Scott Brady: That only gives, you know, what was it? 8, 10, 12, 15 amps, something like that?

Brian McVickers: At the peak. It's about 15 amps. So that's really good wind, you know, in 20 knots of wind, you're getting that we had a hydro generator which was, I think, really cool. 

Scott Brady: Yeah. Five, six amps. It wasn't much out of that. 

Brian McVickers: Yeah. But that's one of the reasons we worked with Battleborn batteries, and we put in a whole new battery bank into the boat in preparation for the demands that we were going to have. Cause we were not only running all the electronics on the boat radars. We had a satellite antenna. So we had constant internet access on the boat. Granted it was low speed. But the power consumption [00:48:00] overall demanded a new system and that's where the Battleborn batteries really, really shine.

Scott Brady: It seemed that the advantage of lithium for sailing is. Again, there's more energy density for the same space. And then you've also gained the advantage of a lot less weight. So as I recall, you guys had about a 40% increase in the total available amperage, and you actually gained some space back on the boat. I remember Kevin showing me the space and it was, it was just really optimized because of being able to move towards Lithium's. 

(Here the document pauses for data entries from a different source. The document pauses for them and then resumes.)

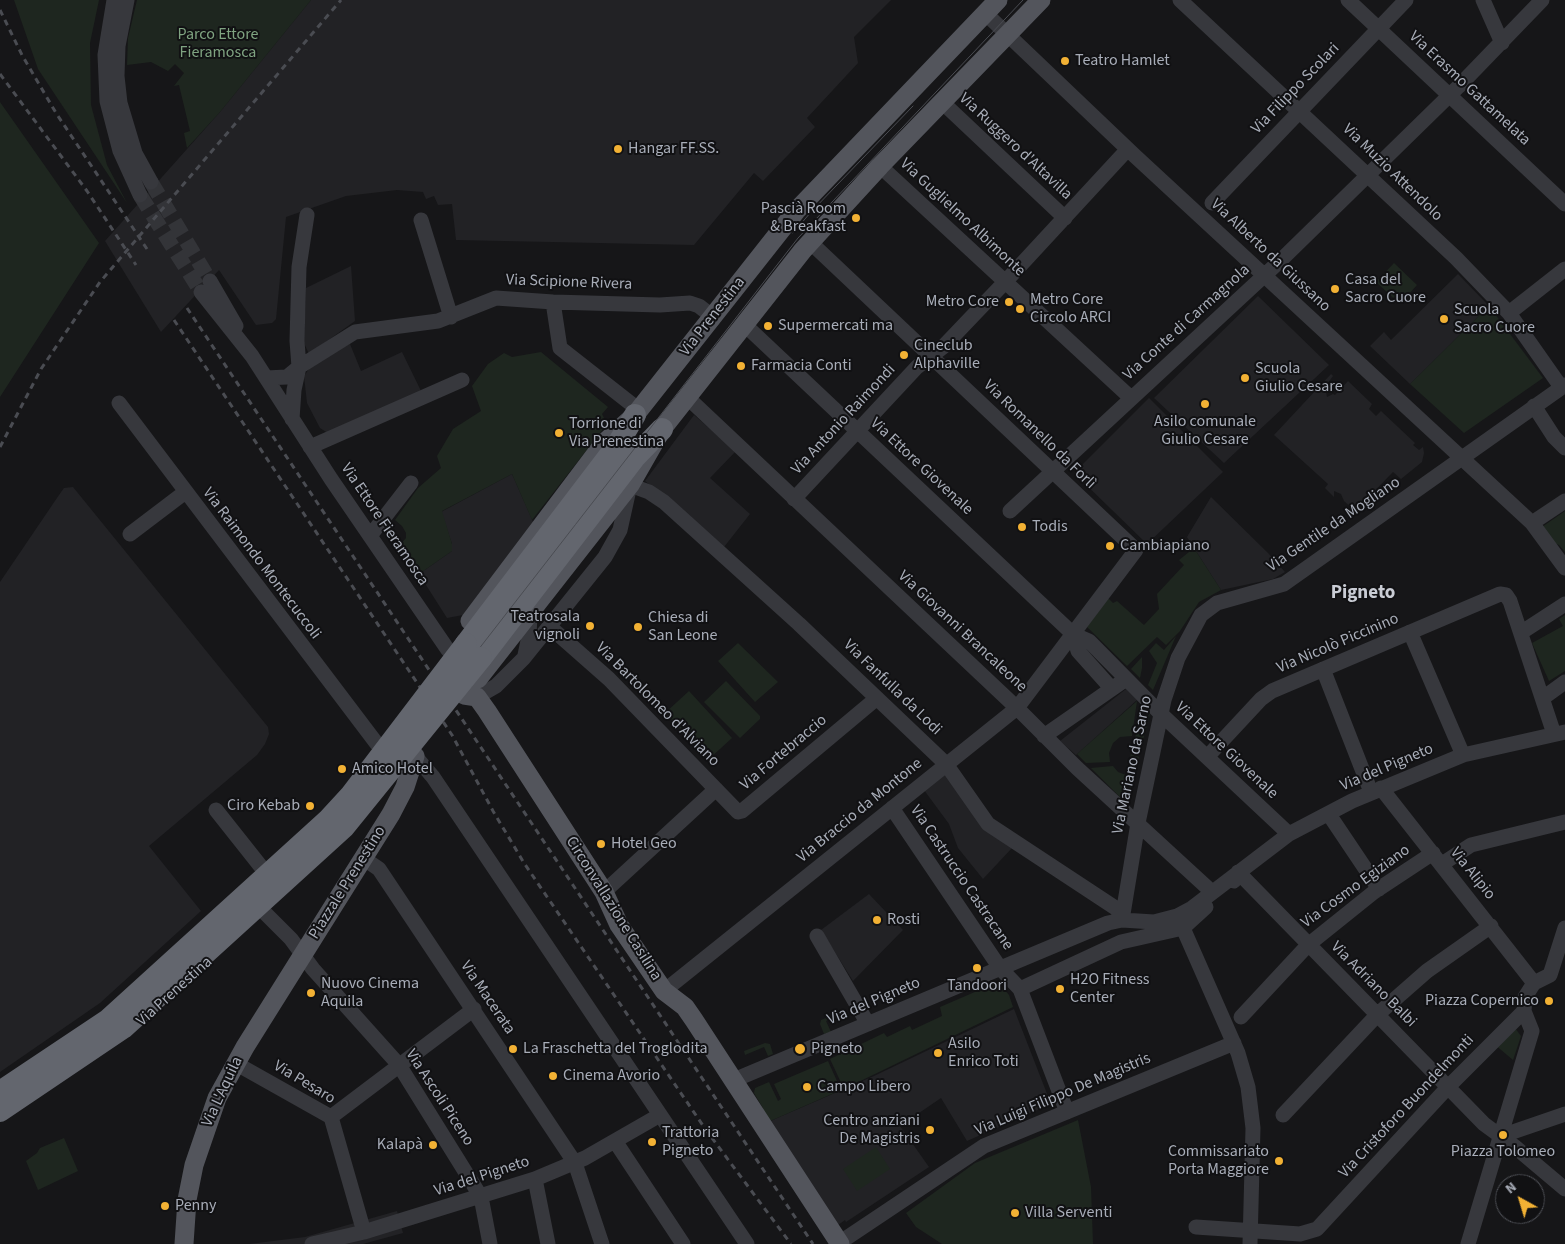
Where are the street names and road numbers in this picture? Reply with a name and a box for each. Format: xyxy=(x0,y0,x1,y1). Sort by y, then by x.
street label: Via Erasmo Gattamelata xyxy=(1404,28,1534,150)
street label: Via Filippo Scolari xyxy=(1248,40,1344,138)
street label: Via Ruggero d'Altavilla xyxy=(954,90,1076,204)
street label: Via Muzio Attendolo xyxy=(1338,120,1446,226)
street label: Via Guglielmo Albimonte xyxy=(895,155,1029,281)
street label: Via Alberto da Giussano xyxy=(1206,195,1334,317)
street label: Via Conte di Carmagnola xyxy=(1120,261,1254,385)
street label: Via Scipione Rivera xyxy=(506,271,632,295)
street label: Via Prenestina xyxy=(676,274,750,360)
street label: Via Antonio Raimondi xyxy=(788,361,900,479)
street label: Via Romanello da Forlì xyxy=(979,376,1099,494)
street label: Via Ettore Giovenale xyxy=(866,414,976,520)
street label: Via Ettore Fieramosca xyxy=(336,460,432,590)
street label: Via Gentile da Mogliano xyxy=(1264,473,1404,577)
street label: Via Raimondo Montecuccoli xyxy=(198,484,324,644)
street label: Via Giovanni Brancaleone xyxy=(893,567,1031,697)
street label: Via Nicolò Piccinino xyxy=(1274,610,1402,678)
street label: Via Fanfulla da Lodi xyxy=(839,636,945,740)
street label: Via Bartolomeo d'Alviano xyxy=(591,639,723,771)
street label: Via Mariano da Sarno xyxy=(1109,694,1157,836)
street label: Via Ettore Giovenale xyxy=(1171,698,1281,804)
street label: Via Fortebraccio xyxy=(737,711,831,795)
street label: Via del Pigneto xyxy=(1338,740,1436,796)
street label: Via Braccio da Montone xyxy=(793,754,927,868)
street label: Via Castruccio Castracane xyxy=(905,802,1017,954)
street label: Piazzale Prenestino xyxy=(305,823,391,943)
street label: Circonvallazione Casilina xyxy=(561,833,665,985)
street label: Via Cosmo Egiziano xyxy=(1298,841,1414,933)
street label: Via Alipio xyxy=(1445,844,1499,904)
street label: Via Adriano Balbi xyxy=(1326,938,1420,1032)
street label: Via Prenestina xyxy=(133,953,217,1031)
street label: Via Macerata xyxy=(456,958,518,1038)
street label: Via del Pigneto xyxy=(825,974,923,1030)
street label: Via Cristoforo Buondelmonti xyxy=(1335,1031,1479,1183)
street label: Via Ascoli Piceno xyxy=(401,1046,477,1150)
street label: Via Luigi Filippo De Magistris xyxy=(972,1049,1154,1141)
street label: Via L'Aquila xyxy=(198,1054,248,1130)
street label: Via Pesaro xyxy=(270,1057,338,1109)
street label: Via del Pigneto xyxy=(432,1153,532,1201)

Brian McVickers: We had more, more power with a smaller footprint.

Scott Brady: Really, really impressive to see how that all worked. And we needed all of that because again, five people were charging devices, running all of the garment navigation systems that we had on the boat, of which there were multiples of those. We actually started playing around with, if you turn this on. I mean, if you turn on the water heater, the electric water heater, that was, it started hammering 110 amps. Whereas if it was just the basic [00:49:00] navigation of the boat with a lot of the screens turned off, we could get down to 12, 14, 15 amps total.

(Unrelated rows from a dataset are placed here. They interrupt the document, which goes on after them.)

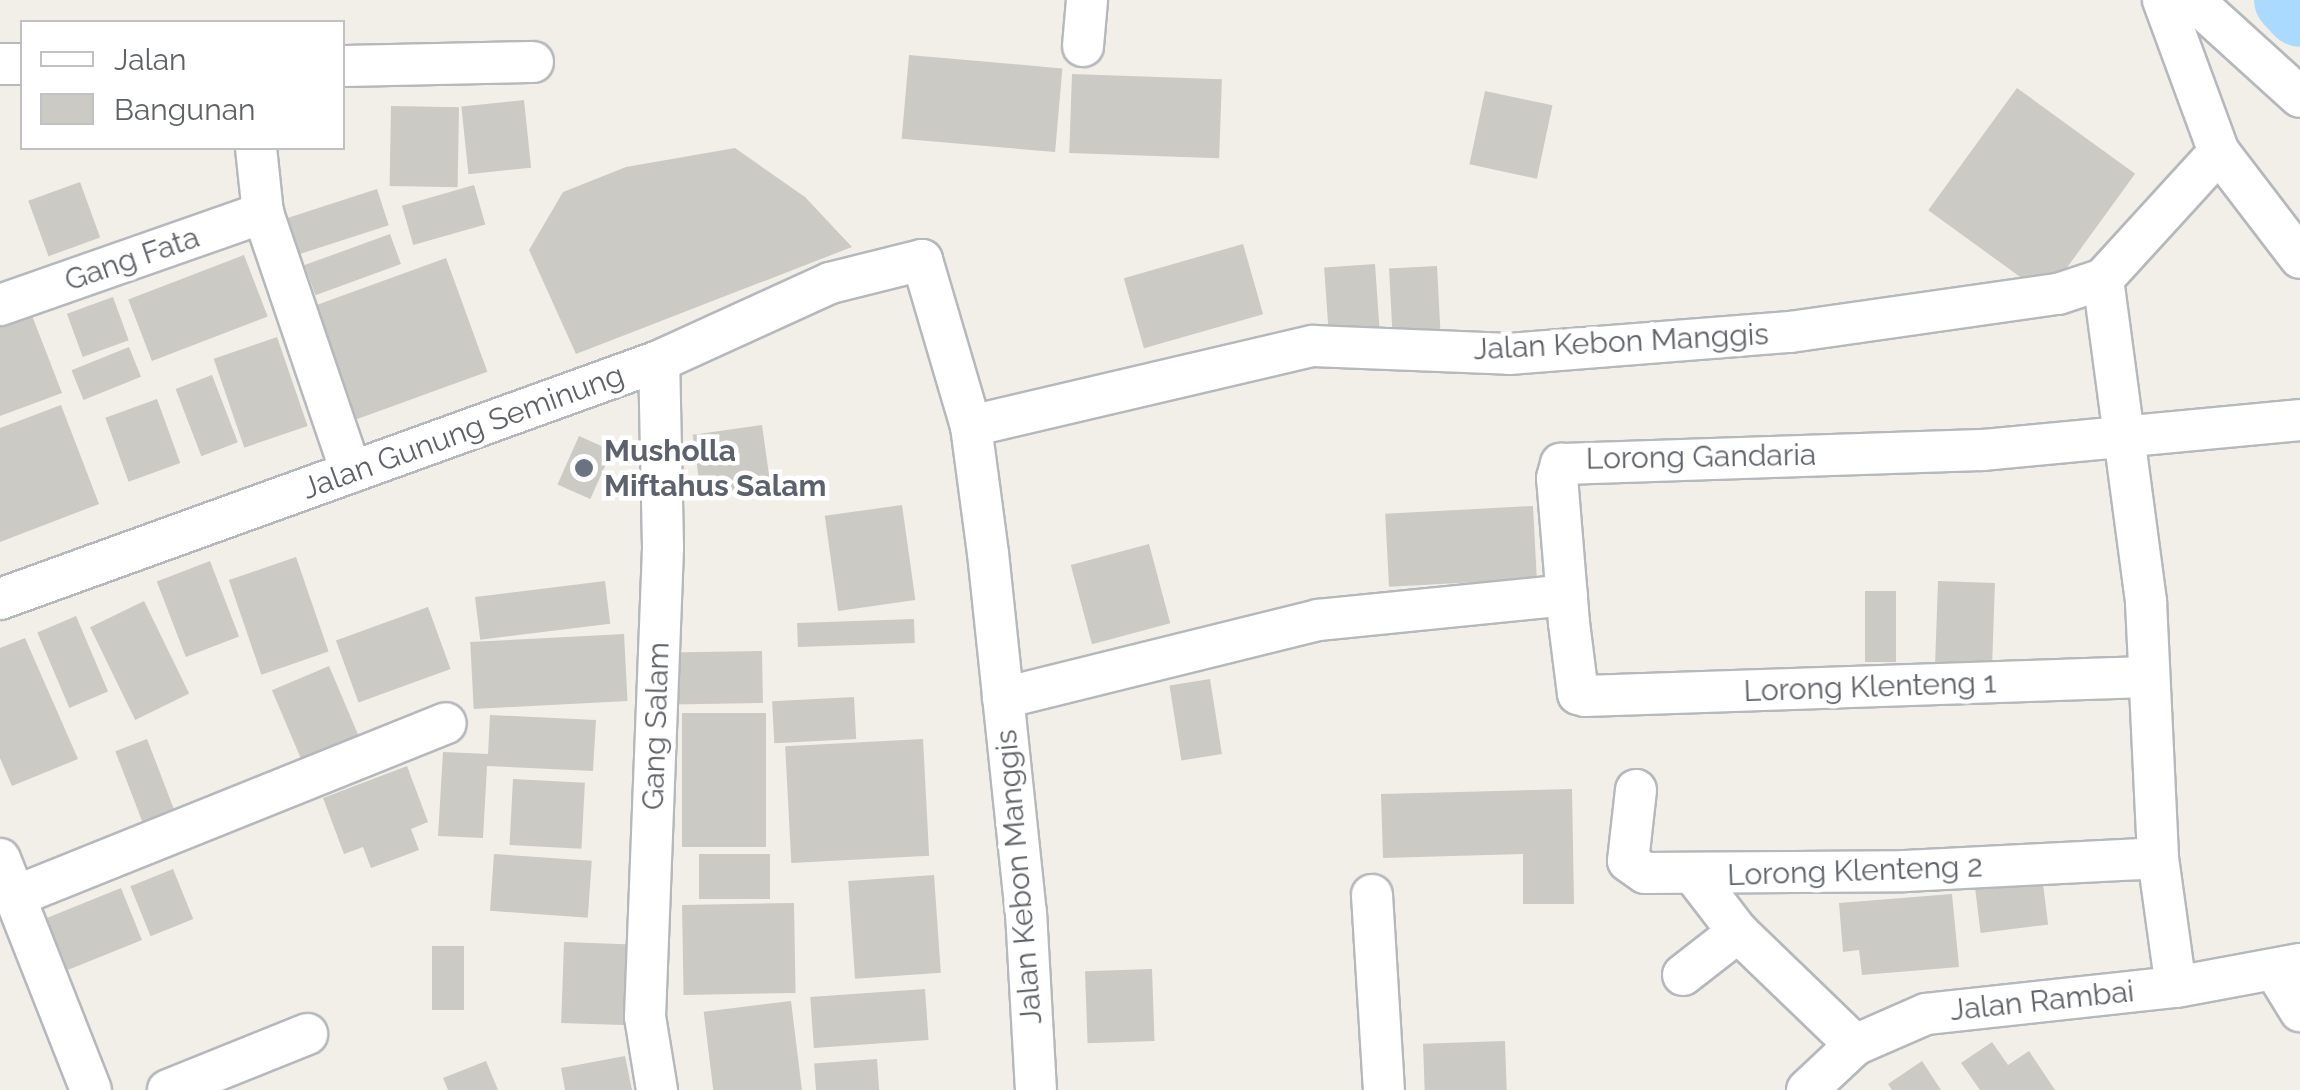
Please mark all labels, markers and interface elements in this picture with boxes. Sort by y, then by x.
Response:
legend [20,20,345,150]
text: Jalan [114,42,187,77]
text: Bangunan [114,92,256,127]
street label: Gang Fata [60,219,204,299]
street label: Jalan Kebon Manggis [1472,316,1770,368]
street label: Jalan Gunung Seminung [297,357,629,507]
place label: Musholla Miftahus Salam [604,433,826,504]
street label: Lorong Gandaria [1586,437,1816,477]
marker: Musholla Miftahus Salam [573,457,595,479]
street label: Gang Salam [635,641,677,811]
street label: Lorong Klenteng 1 [1743,665,1997,709]
street label: Jalan Kebon Manggis [988,728,1050,1026]
street label: Lorong Klenteng 2 [1727,849,1983,893]
street label: Jalan Rambai [1948,973,2136,1029]

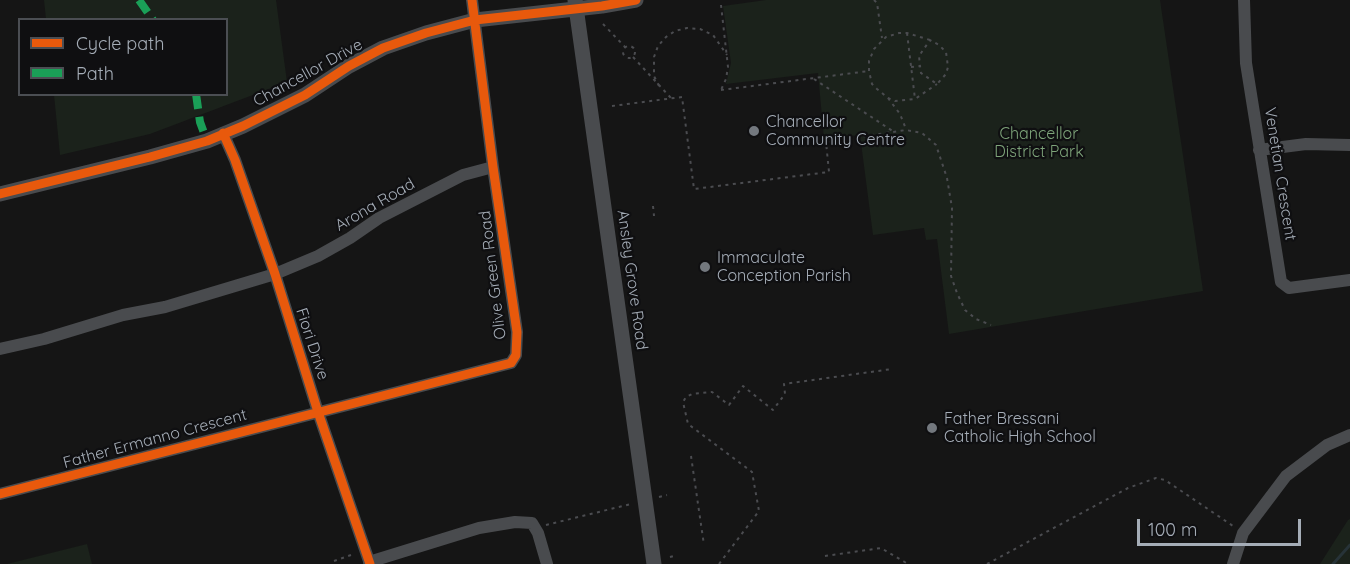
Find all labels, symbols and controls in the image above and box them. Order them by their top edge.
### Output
legend [18,18,228,96]
text: Cycle path [76,32,164,55]
street label: Chancellor Drive [250,35,366,111]
text: Path [76,62,114,85]
street label: Venetian Crescent [1260,106,1300,242]
place label: Chancellor Community Centre [766,112,905,150]
marker: Chancellor Community Centre [747,124,761,138]
park label: Chancellor District Park [994,124,1084,162]
street label: Arona Road [332,174,418,236]
street label: Ansley Grove Road [613,209,651,351]
street label: Olive Green Road [476,210,510,340]
place label: Immaculate Conception Parish [717,248,851,286]
marker: Immaculate Conception Parish [698,260,712,274]
street label: Fiori Drive [291,306,333,382]
street label: Father Ermanno Crescent [61,405,249,473]
place label: Father Bressani Catholic High School [944,409,1096,447]
marker: Father Bressani Catholic High School [925,421,939,435]
scale bar [1140,507,1304,545]
text: 100 m [1148,518,1197,541]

Brian McVickers: You can take it down to a trickle. 

Scott Brady: Yeah, exactly. And that was really, that was really cool to see, and again, came back so much to the Overland side of things as well. That also brings this whole idea of the expedition sailing and the fact that crossing oceans feels a lot like crossing continents and there are similarities and there are differences. One of the big benefits of the boat is you have a lot of hot water. So we could actually take... that part of it was luxurious to take very, very comfortable showers, very comfortable sleeping, and a huge galley to prepare great food. So we all chipped in to make these great meals and we were catching fish, which is, again we're not typically able to collect game when we're on land overlanding. Whereas when you're out in the sailboat, you're, you're taking this amazing bounty from the ocean. 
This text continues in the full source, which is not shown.